William was not yet five when his mother Ada died in August 1898. His father, John Shipham, died four years later.

Now orphaned, William and his younger brother, Concord, were given over to the care of relatives. William went to live with his grandfather, Daniel Zoeller, a prominent local businessman and former mayor of Concord. Zoeller was in his seventies when he took on the responsibility of looking after his young grandson.

William was an adventurous lad, who liked nothing better than playing with his friends in the thick bush that covered much of the district. This was also an area that attracted persons regarded as disreputable or dangerous by polite society.

Zoeller was concerned that mixing with these types might lead to William being led astray and foreshadow a life of crime. As an Alderman, Zoeller still played an active role in local government as well as running a successful building business. He had little time and less patience with the boy he recognised as spirited and lacking perseverance.

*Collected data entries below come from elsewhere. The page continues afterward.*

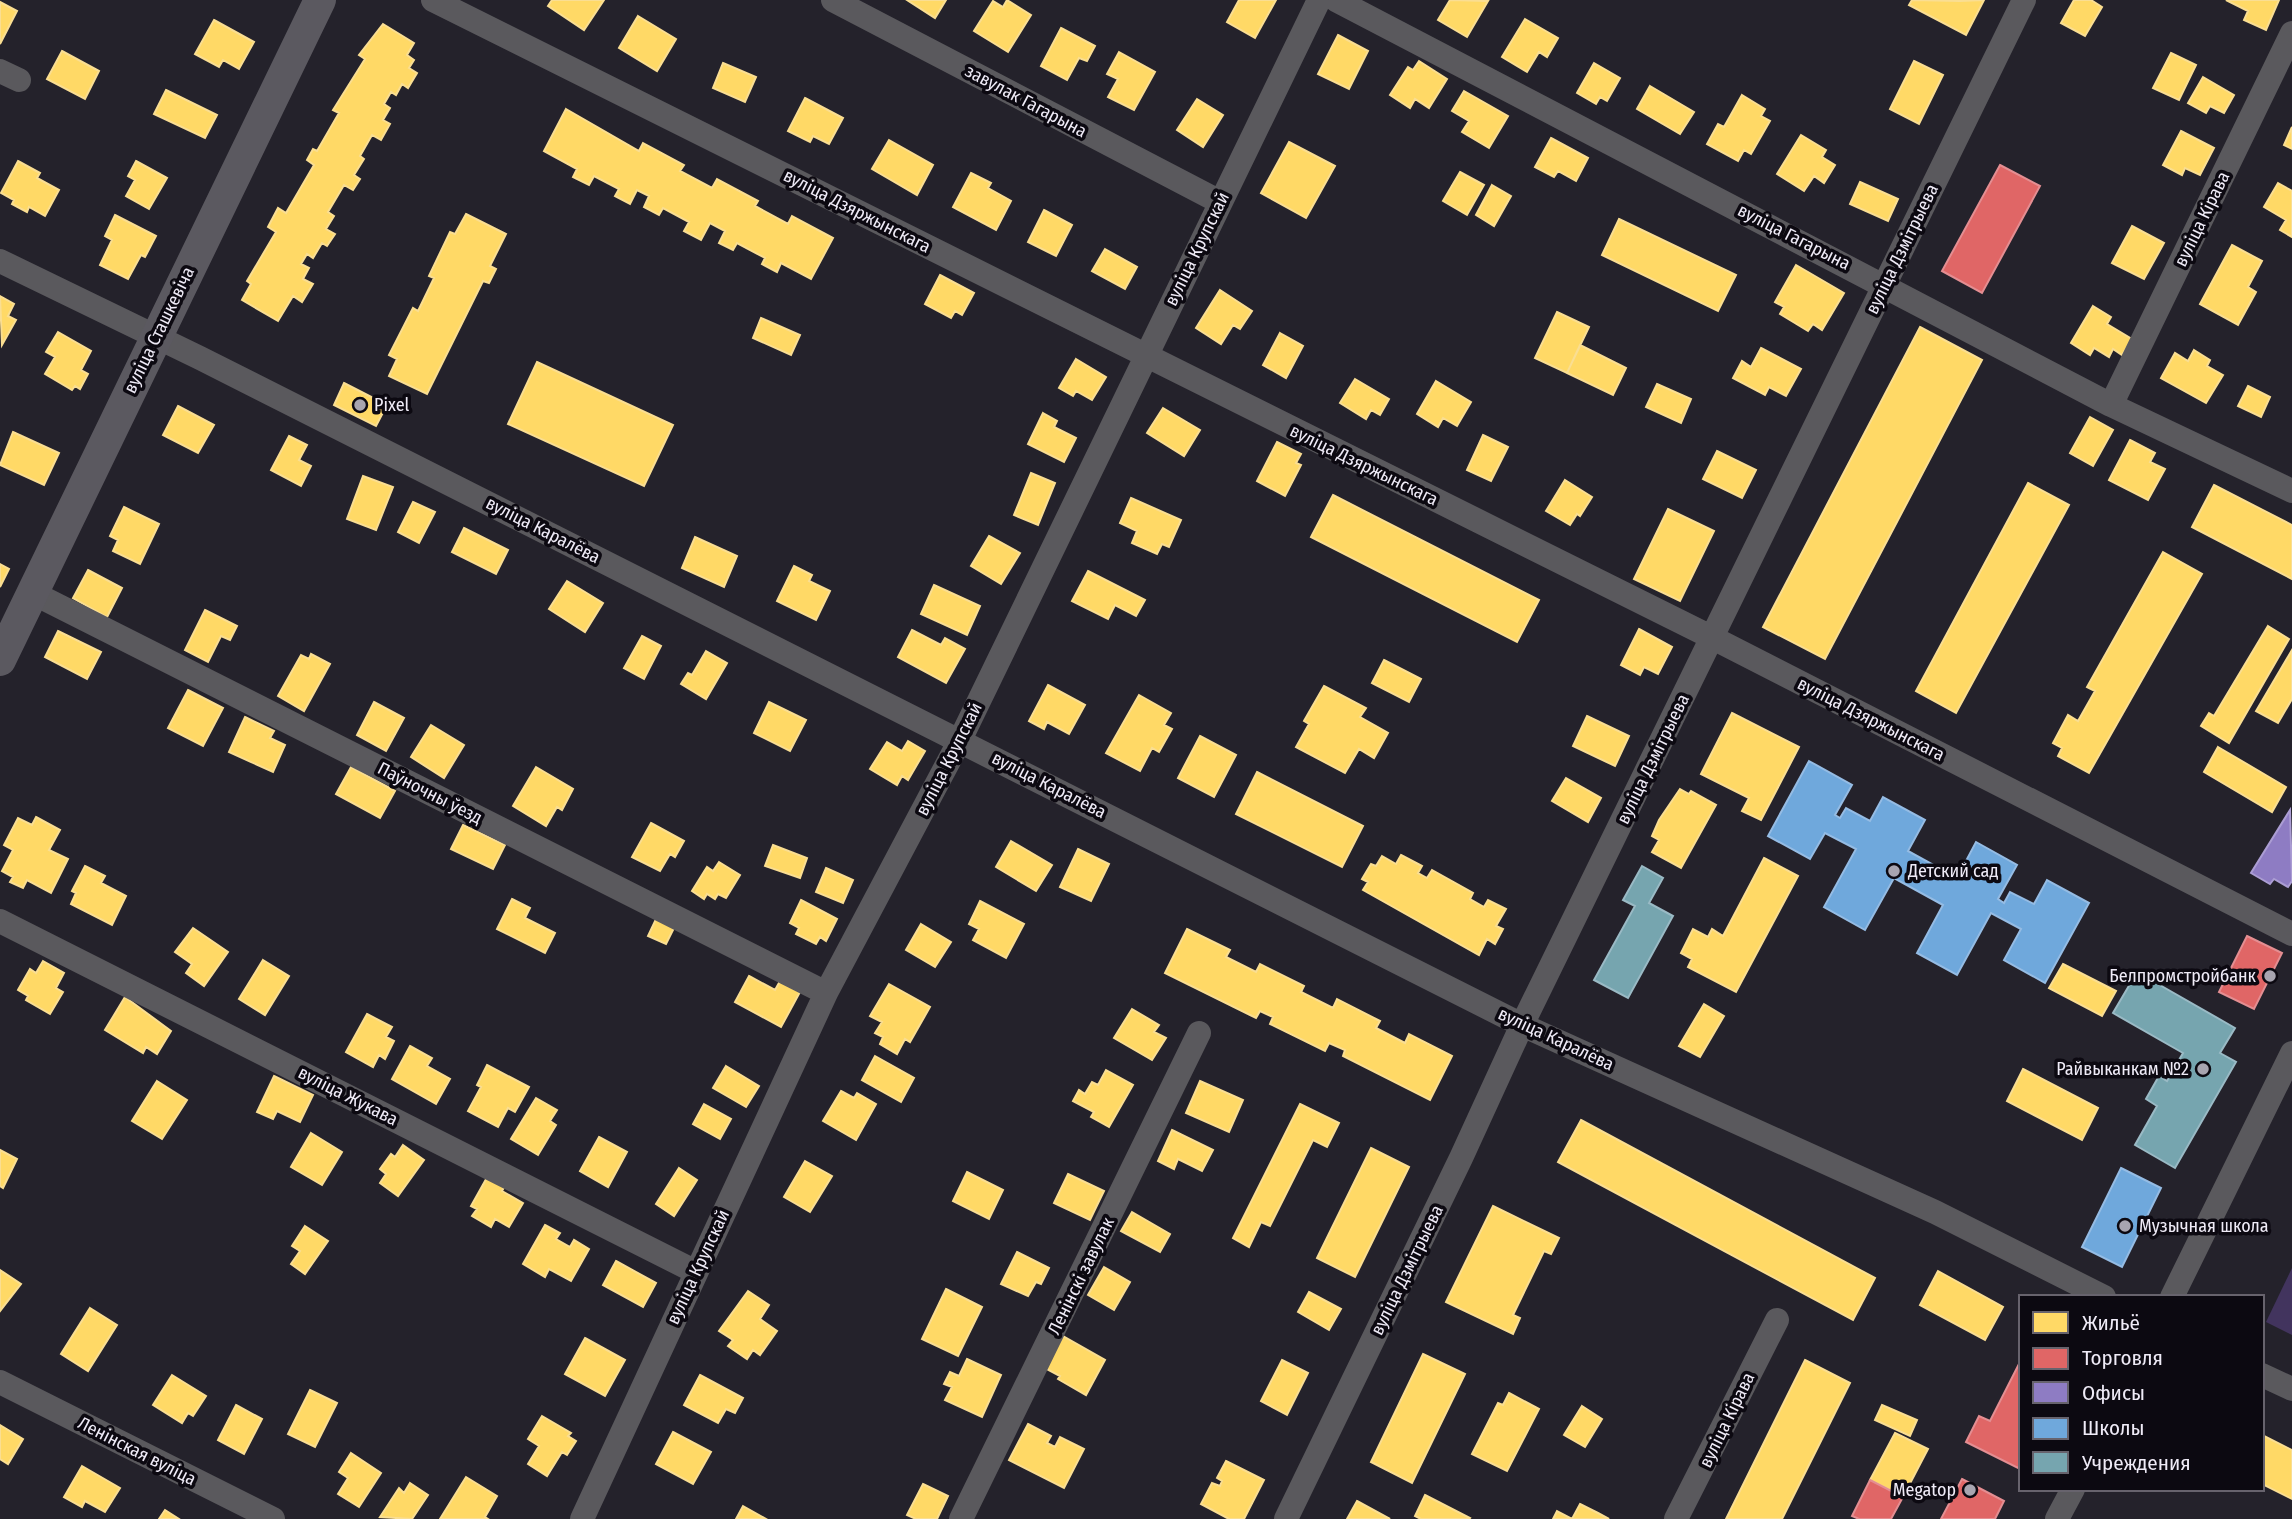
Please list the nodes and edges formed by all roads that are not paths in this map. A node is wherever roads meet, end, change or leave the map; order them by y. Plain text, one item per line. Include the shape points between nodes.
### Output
1 (320, 0) edge
2 (433, 0) edge
3 (833, 0) edge
4 (1319, 0) edge
5 (1336, 0) edge
6 (2024, 0) edge
7 (2292, 33) edge
8 (1220, 202) junction
9 (0, 261) edge
10 (1885, 284) junction
11 (156, 336) junction
12 (1146, 356) junction
13 (2111, 405) junction
14 (2292, 491) edge
15 (33, 593) junction
16 (1711, 637) junction
17 (0, 660) edge
18 (960, 740) junction
19 (0, 921) edge
20 (2292, 934) edge
21 (826, 993) junction
22 (1522, 1025) junction
23 (1199, 1033) dead end
24 (2292, 1053) edge
25 (696, 1272) junction
26 (2100, 1295) edge
27 (2173, 1295) edge
28 (1777, 1320) dead end
29 (2264, 1376) edge
30 (0, 1382) edge
31 (2292, 1390) edge
32 (2072, 1491) edge
33 (273, 1519) edge
34 (582, 1519) edge
35 (961, 1519) edge
36 (1286, 1519) edge
37 (1676, 1519) edge
38 (2057, 1519) edge

1 - 11 main road, вуліца Сташкевіча
2 - 12 street, вуліца Дзяржынскага
3 - 8 street, завулак Гагарына
4 - 8 street, вуліца Крупскай
5 - 10 street, вуліца Гагарына
6 - 10 street, вуліца Дзмітрыева
7 - 13 street, вуліца Кірава
8 - 12 street, вуліца Крупскай
9 - 11 street, вуліца Каралёва
10 - 13 street, вуліца Гагарына
10 - 16 street, вуліца Дзмітрыева
11 - 15 main road, вуліца Сташкевіча
11 - 18 street, вуліца Каралёва
12 - 16 street, вуліца Дзяржынскага
12 - 18 street, вуліца Крупскай
13 - 14 street, вуліца Гагарына
15 - 17 main road, вуліца Сташкевіча
15 - 21 street, Паўночны ўезд
16 - 20 street, вуліца Дзяржынскага
16 - 22 street, вуліца Дзмітрыева
18 - 21 street, вуліца Крупскай
18 - 22 street, вуліца Каралёва
19 - 25 street, вуліца Жукава
21 - 25 street, вуліца Крупскай
22 - 26 street, вуліца Каралёва via 1935,1212
22 - 36 street, вуліца Дзмітрыева
23 - 35 street, Ленінскі завулак
24 - 27 street
25 - 34 street, вуліца Крупскай
28 - 37 street, вуліца Кірава
29 - 31 street
30 - 33 street, Ленінская вуліца
32 - 38 street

While he tried to discipline William, it failed to curb his free spirits and William responded by evading his grandfather’s wrath, running away from home and truanting from school.

In November 1905 Zoeller determined the only solution was to petition state authorities to declare William uncontrollable and have him committed to the “Sobraon”, a training ship part-way between reformatory school and prison. Here, he would be subject to martial style discipline and receive a rudimentary education.

Mr Zoeller’s Deposition

Daniel Zoeller

Daniel Zoeller herein deposes:  I am a builder and reside at Ada Street, Concord. The child before the court is my grandson. He is eleven years of age. He is an orphan. The mother is dead seven years and the father is dead two years. I have had this child and two others under my care since the death of the father.

I have sent this boy regularly to school at Concord. I have discovered since that he has been truanting and that he is continually on the streets and in the bush. He has stayed from school for a week. I don’t know where he was. He has been away from home from last Friday until last Sunday afternoon. He came home on Sunday afternoon.

He has been sleeping in the paddocks. I don’t know who his companions were. The child is completely beyond my control and I am afraid he will get in some serious trouble if he is not taken care of. I have been considering this step for some time in order to ask the State to take him.

I cannot give him an hour of the day to look after him. He is an untruthful child. I am willing to pay 4 shillings a week for his support. I ask that he be sent to the “Sobraon”.

I am 73 years of age and have resided at Concord for 40 years. The boy’s name is William Caspar Shipham. It is my duty to ask that this boy be sent to the “Sobraon”.

The “Sobraon” was intended to keep impoverished, wayward boys from ending up in gaol by encouraging them to take up apprenticeships or find other means of gainful employment. The boys were taught primarily to work hard and be obedient so that they might become “useful”.

The Boy’s Statement

Was put here for playing truant and sleeping out. I was going to school on Monday and I lost my school money and I thought I would get a hiding so I played truant for 2 days. On leaving home I did not take my bag and grandfather asked me why and I told him I had no homework to do. He went to the school to see about it. I cleared away and did not go home that night. My cousin caught me and grandfather took me to the local police and I was sent here. I have not been up before, but the police have been after me for playing truant

After leaving the “Sobraon” William was employed at Messrs. Murray and Co’s Emporium in Burwood, one of the forerunners of suburban department stores. He left there in December 1914 when he enlisted in the AIF. His Attestation Papers list his occupation as a horse driver, the equivalent of today’s courier or delivery man.

Private Shipham left Australia 11 February 1915 with the men of 4th Battalion 1st Division aboard H.M.T.S. “Seang Choon”. Although headed for the Western Front, the convoy was diverted en-route to the Middle East.

After bivouacking in Egypt, the ANZACs were sent to the Dardanelles where the British hoped to force the straits and maintain a supply route to Russia. Sustaining heavy casualties in the initial assault, the Gallipoli campaign soon deteriorated into a stalemate as the men on both sides dug in.

There were a number of raids and counter assaults by both Turkish and Australian soldiers. One of the bloodiest was at Lone Pine in June 1915, when the Australians managed to seize a line of Turkish trenches to secure their foothold on the peninsula. Private Shipham was killed on 4th June during this attack. His remains were later identified and he was buried in Shrapnel Gully.

Reports of the ferocity of the battle and the number of casualties suffered as a result, sent shock waves through Australian society. There was a mixture of grief tinged with pride as the Australian public tried to come to terms with what had happened.

Contemporary newspaper reports lauded the efforts of the ANZACs, though the extent of the losses was only hinted at.  William Shipham was one of those singled out amongst those killed at Gallipoli, as one of “The Heroes of the Dardanelles”. His photo appeared in an article with the same title in The Daily Telegraph, 1 July 1915 p9.